Though I grew up on Woody Allen's films, I gave up on them about 10 years ago, around the time of Match Point
(2005). Though that film garnered a lot of critical praise, I found it stupefyingly dull and barely competent. Match Point
apparently represented a kind of late-career renaissance for Allen, as he has used it as a generalized stylistic and narrative template for the nine films he's directed since — none of which I've cared to see.
They just don't interest me anymore, and neither did any of the eight or so Allen films that preceded Match Point
. (The Curse of the Jade Scorpion
was maybe the nadir.) Sometimes you just have to cut your losses. Je ne regrette rien
I hate to be one of those guys who says of Allen, "I only really like his earlier, funny stuff" ... but that pretty well sums it up for me. His run of 1970s comedies — including What's Up, Tiger Lily?
; Take the Money and Run
(which I "quoted" in my own undergraduate thesis film); Everything You Always Wanted to Know About Sex
; the uproarious Love and Death
— are still my favorites.
I also admire his 1980s and '90s "serious comedies" including Stardust Memories
, Hannah and Her Sisters
and, best of all, two films that are stylistically and thematically linked: Husbands and Wives
and Crimes and Misdemeanors
. These last two are incredibly incisive, brilliantly made films, and they rank among Allen's best.

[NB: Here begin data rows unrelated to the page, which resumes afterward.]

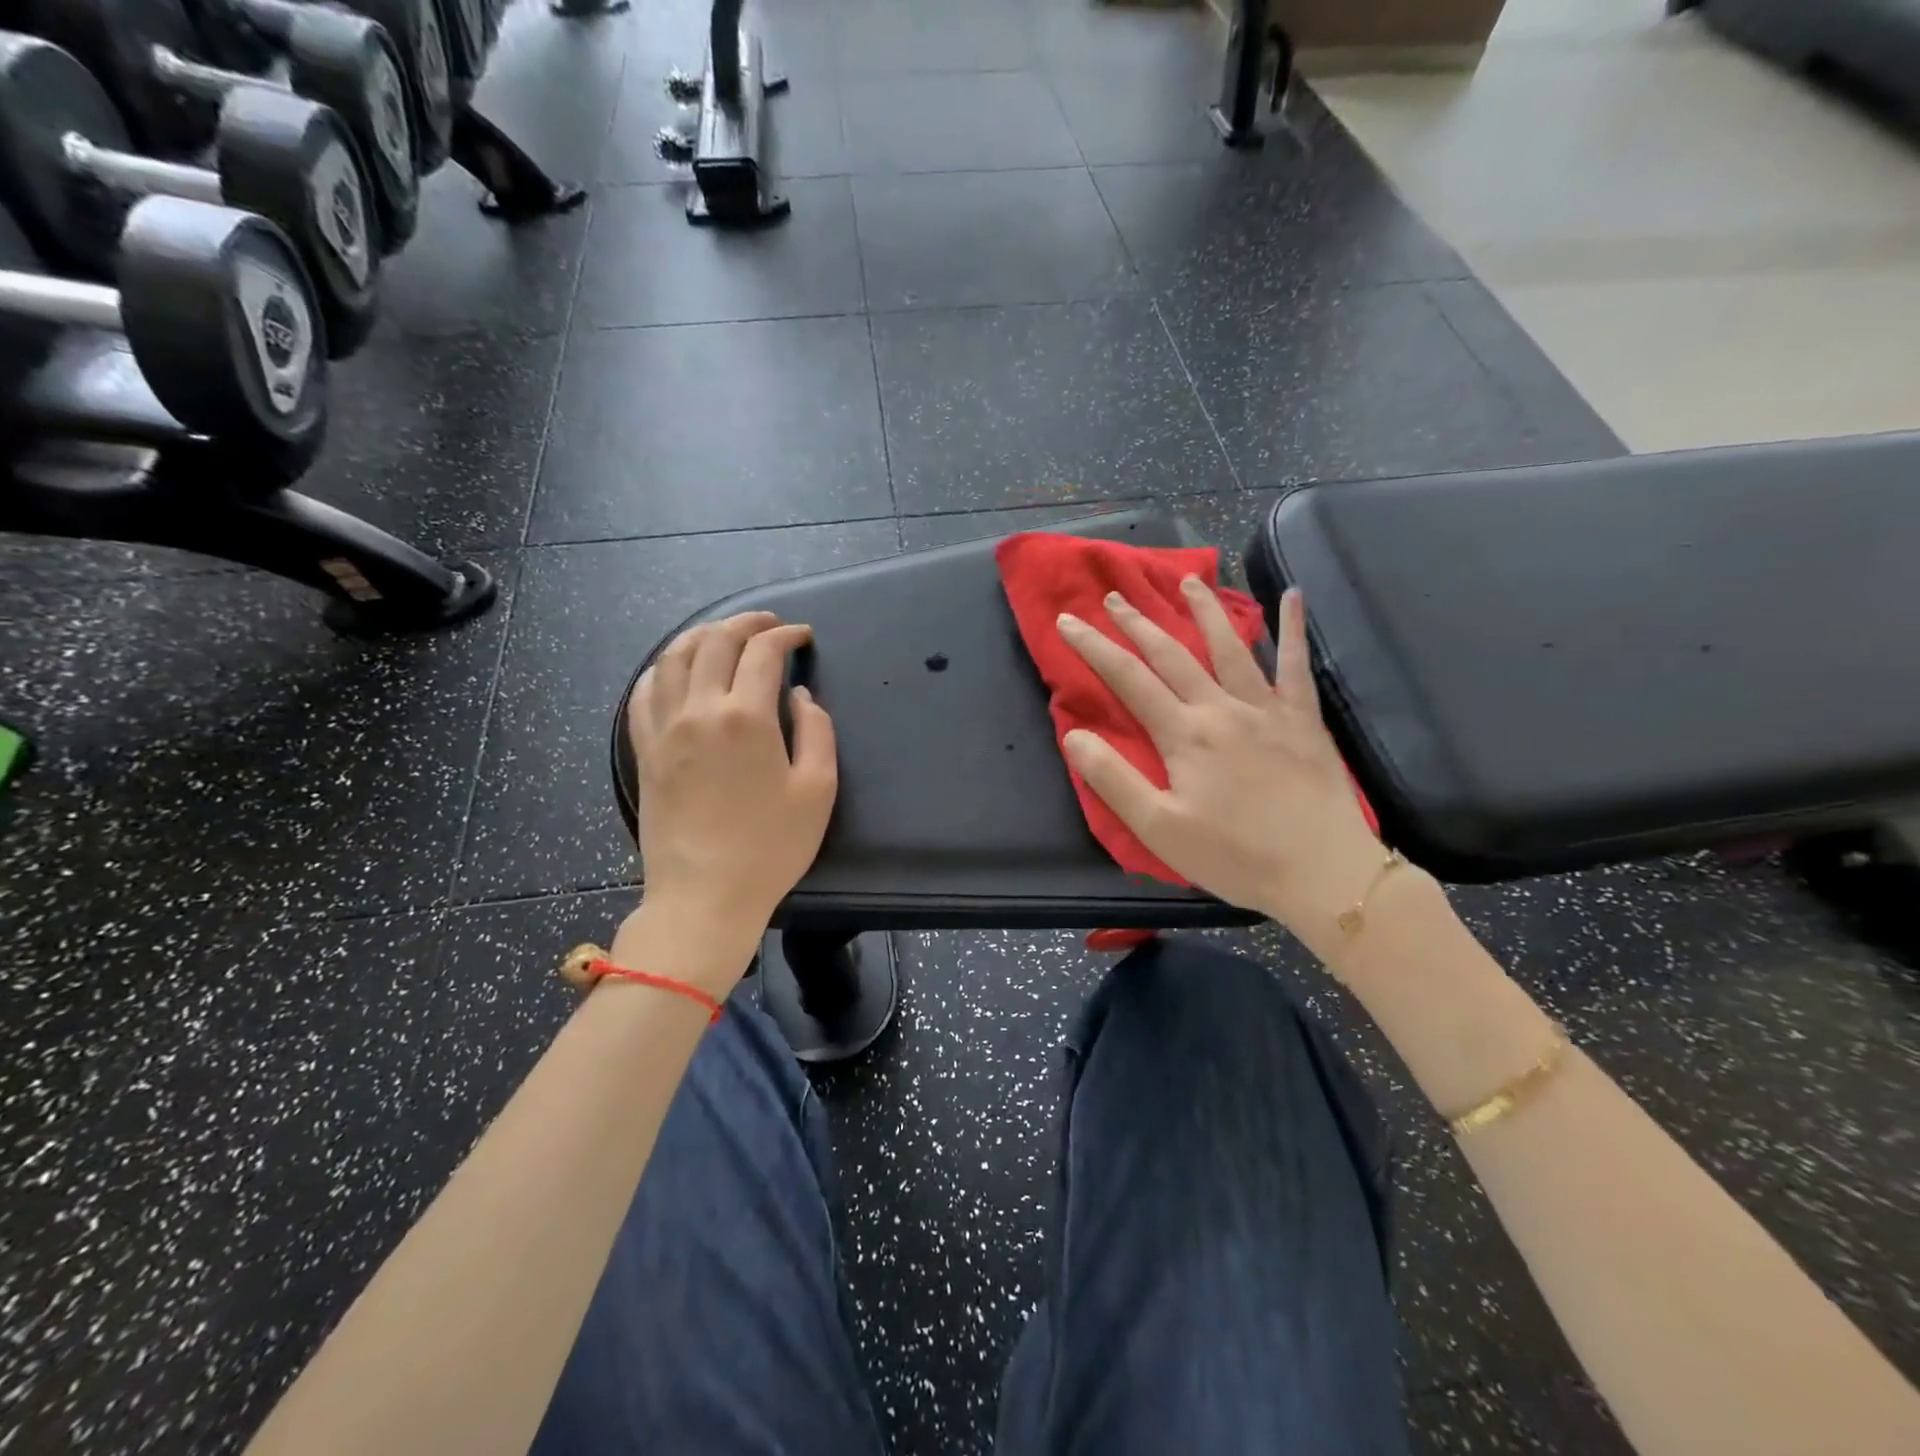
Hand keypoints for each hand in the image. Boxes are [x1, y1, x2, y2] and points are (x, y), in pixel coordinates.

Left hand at [628, 611, 836, 946]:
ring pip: (673, 658)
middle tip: (769, 624)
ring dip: (701, 635)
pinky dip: (661, 669)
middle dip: (746, 622)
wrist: (704, 895)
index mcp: (746, 717)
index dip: (786, 635)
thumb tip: (799, 697)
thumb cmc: (770, 847)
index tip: (803, 637)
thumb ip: (816, 732)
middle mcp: (699, 710)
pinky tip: (675, 669)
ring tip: (723, 634)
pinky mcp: (644, 750)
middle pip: (714, 642)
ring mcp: (664, 729)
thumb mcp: (817, 790)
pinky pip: (643, 693)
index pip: (762, 653)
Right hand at [1057, 582, 1384, 950]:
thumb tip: (1073, 735)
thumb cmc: (1235, 857)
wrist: (1322, 874)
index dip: (1094, 647)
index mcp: (1184, 734)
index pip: (1128, 679)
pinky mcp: (1303, 719)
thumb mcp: (1159, 829)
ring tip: (1187, 580)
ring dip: (1204, 611)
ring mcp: (1267, 709)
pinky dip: (1293, 629)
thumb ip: (1113, 780)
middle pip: (1172, 654)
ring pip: (1229, 647)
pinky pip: (1296, 665)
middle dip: (1138, 622)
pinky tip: (1292, 595)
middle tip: (1115, 596)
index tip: (1068, 621)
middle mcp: (1222, 708)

But for me his very best film is 1983's Zelig
, the mock-documentary about Leonard Zelig, a chameleon-like man who had no identity of his own. Zelig
is not only incredibly funny, but a milestone in the mock-doc form. Not because it's believable enough to make viewers think it's an authentic documentary (the movie makes no attempt to hide that it's Allen himself playing Leonard Zelig in its "stock footage"), but because of its absolutely seamless integration of archival footage and newly shot film.